Williams et al. showed that T cells are present and phenotypically changed in the AML bone marrow, and that the phenotype bears similarity to the exhausted phenotype seen in other cancers9. This indicates that the poor response to anti-PD therapy in AML might be associated with other immune evasion mechanisms, including other checkpoint molecules. Thus, mechanistic studies of the functional overlap and redundancy of the various checkpoint molecules will help guide the identification of the correct subset of exhausted T cells that can be therapeutically reinvigorated to eradicate the cancer. A detailed understanding of the immune defects in myeloid malignancies will hopefully allow for rational design of clinical trials and choice of specific agents and combinations. As the only curative treatment of AML is allogeneic hematopoietic stem cell transplantation (allo-HSCT), the benefit and safety of ICB (either anti-CTLA4, anti-PD1 or a combination both) after allo-HSCT to reduce relapse is under investigation (NCT02846376, table 1). A number of other combinations to increase efficacy are also under investigation, and some of these ongoing clinical trials are listed in table 1.
Table 1.
A selection of ongoing trials investigating the effect of the two clinically approved ICBs, anti-PD1 and anti-CTLA4, in acute myeloid leukemia.
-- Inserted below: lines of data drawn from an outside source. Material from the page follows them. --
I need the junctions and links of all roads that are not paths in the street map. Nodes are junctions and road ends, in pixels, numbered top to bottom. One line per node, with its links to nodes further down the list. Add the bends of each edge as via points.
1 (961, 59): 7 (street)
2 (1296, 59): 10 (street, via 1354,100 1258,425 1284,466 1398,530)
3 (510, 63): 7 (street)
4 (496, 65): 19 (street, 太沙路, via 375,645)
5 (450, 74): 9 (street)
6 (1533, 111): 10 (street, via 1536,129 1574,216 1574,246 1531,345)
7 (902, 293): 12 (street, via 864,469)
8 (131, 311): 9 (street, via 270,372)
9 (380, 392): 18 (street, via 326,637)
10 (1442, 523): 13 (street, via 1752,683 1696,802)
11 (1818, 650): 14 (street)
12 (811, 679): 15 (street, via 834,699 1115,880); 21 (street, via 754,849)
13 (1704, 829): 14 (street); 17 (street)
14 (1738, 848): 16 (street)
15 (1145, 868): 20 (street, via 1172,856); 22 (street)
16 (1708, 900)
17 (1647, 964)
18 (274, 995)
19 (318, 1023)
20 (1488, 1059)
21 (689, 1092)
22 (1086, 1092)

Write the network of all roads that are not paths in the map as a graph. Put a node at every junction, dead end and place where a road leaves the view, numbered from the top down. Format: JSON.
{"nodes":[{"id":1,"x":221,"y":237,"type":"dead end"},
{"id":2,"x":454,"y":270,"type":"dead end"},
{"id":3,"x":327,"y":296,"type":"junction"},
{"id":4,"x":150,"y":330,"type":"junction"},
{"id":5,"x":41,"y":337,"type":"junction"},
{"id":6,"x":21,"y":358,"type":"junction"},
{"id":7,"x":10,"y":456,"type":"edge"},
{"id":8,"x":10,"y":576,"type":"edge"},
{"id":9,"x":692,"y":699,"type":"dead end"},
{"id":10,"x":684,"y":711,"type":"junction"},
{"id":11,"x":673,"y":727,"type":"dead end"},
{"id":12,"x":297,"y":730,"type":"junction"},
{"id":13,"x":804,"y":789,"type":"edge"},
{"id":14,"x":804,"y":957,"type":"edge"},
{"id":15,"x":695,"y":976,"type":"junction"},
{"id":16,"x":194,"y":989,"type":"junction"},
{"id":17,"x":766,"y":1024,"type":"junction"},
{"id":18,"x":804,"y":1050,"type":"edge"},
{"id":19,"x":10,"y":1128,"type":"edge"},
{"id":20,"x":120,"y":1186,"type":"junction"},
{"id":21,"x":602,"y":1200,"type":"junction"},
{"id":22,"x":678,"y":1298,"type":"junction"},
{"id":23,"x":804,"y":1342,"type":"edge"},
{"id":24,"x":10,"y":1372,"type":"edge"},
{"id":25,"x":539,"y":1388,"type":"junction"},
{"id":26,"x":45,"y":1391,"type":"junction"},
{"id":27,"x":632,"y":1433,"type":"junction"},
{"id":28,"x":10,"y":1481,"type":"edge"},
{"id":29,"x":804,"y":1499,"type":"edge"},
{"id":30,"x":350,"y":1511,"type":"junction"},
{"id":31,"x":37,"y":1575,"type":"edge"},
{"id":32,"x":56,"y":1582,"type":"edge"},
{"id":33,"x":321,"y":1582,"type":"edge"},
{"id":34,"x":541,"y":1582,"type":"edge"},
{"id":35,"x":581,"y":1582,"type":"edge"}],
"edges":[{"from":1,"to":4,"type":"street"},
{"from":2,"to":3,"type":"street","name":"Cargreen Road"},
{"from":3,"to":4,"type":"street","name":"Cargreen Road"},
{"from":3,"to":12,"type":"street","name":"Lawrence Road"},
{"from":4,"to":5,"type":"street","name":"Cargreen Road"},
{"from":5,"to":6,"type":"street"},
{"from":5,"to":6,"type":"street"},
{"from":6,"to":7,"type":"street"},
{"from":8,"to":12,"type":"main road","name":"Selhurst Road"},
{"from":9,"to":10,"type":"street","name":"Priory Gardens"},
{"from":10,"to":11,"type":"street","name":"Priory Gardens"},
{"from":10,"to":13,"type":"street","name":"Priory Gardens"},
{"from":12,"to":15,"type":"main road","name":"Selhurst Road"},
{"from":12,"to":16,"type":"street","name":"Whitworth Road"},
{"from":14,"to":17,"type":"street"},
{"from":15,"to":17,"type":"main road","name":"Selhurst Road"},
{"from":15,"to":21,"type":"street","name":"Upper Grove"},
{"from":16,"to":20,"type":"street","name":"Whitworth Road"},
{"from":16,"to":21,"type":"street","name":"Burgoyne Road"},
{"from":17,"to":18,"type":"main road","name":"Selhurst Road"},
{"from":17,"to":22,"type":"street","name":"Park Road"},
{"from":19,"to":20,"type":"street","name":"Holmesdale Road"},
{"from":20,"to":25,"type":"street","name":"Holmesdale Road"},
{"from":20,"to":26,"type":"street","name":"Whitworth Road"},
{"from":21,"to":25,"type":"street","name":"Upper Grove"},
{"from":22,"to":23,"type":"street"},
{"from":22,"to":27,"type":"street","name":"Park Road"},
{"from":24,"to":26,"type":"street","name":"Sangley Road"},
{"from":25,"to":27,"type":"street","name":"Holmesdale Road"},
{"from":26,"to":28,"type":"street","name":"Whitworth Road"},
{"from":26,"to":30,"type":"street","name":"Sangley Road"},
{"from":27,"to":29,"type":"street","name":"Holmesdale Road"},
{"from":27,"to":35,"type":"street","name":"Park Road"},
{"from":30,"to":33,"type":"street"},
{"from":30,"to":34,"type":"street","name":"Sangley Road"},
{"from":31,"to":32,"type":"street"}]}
| Selected ongoing trials investigating Immune Checkpoint Blockade in AML | |||
| Study | Intervention | Design/phase | NCT |
| Lymphodepletion and anti-PD-1 blockade to Reduce Relapse in AML patients not eligble for transplant | Fludarabin/melphalan and prembolizumab | Phase II | NCT02771197 |
| Nivolumab in AML in remission at High Risk for Relapse | Nivolumab | Phase II | NCT02532231 |
| Single Agent and Combined Inhibition after Allogenic Stem Cell Transplant | Nivolumab, ipilumab or both, after aIIo-HSCT in AML or MDS | Phase I | NCT02846376 |
| Study of PDR001 and/or MBG453 in Combination with Decitabine in Patients with AML or High Risk MDS | Anti-PD1 and/or anti-TlM3 together with decitabine | Phase I | NCT03066648 |
| Ipilimumab and decitabine in treating patients with relapsed or refractory MDS or AML | Ipilimumab together with decitabine | Phase I | NCT02890329 |
| Nivolumab and Azacitidine with or without Ipilimumab in treating patients with Refractory/Relapsed or Newly diagnosed Acute Myeloid Leukemia | 5-azacytidine and nivolumab, or nivolumab and ipilimumab and 5-azacytidine | Phase II | NCT02397720 |
| Ipilimumab or Nivolumab in Treating Patients With Relapsed Hematologic Malignancies After Donor Stem Cell Transplant | Ipilimumab or nivolumab | Phase I | NCT01822509 |
The study published by Williams et al. indicates that T cells are recognizing antigen and become activated, even though AML is a cancer with relatively low mutational rate. It also suggests that T cells are not able to eradicate the leukemia cells due to inhibitory mechanisms, and become dysfunctional/exhausted instead. This implies that given identification of proper molecular targets and cell subsets, reinvigorating these dysfunctional T cells through ICB might be a viable therapeutic strategy in AML. In addition to the well-known immune checkpoint receptor PD1, the study by Williams et al. suggests that OX40 should be explored closer in future studies, due to consistent upregulation on multiple T cell subsets. It remains to be seen if preclinical studies will justify specific combinations that will synergize and increase the response to ICB in AML, or if useful combinations will come out of the many iterations that are being tested in clinical trials, at times without any mechanistic insight. This stands in sharp contrast to how ICB was discovered in the first place.
Acknowledgement/funding:
Amer M. Zeidan is a Leukemia and Lymphoma Society Scholar in Clinical Research and is also supported by a NCI’s Cancer Clinical Investigator Team Leadership Award (CCITLA).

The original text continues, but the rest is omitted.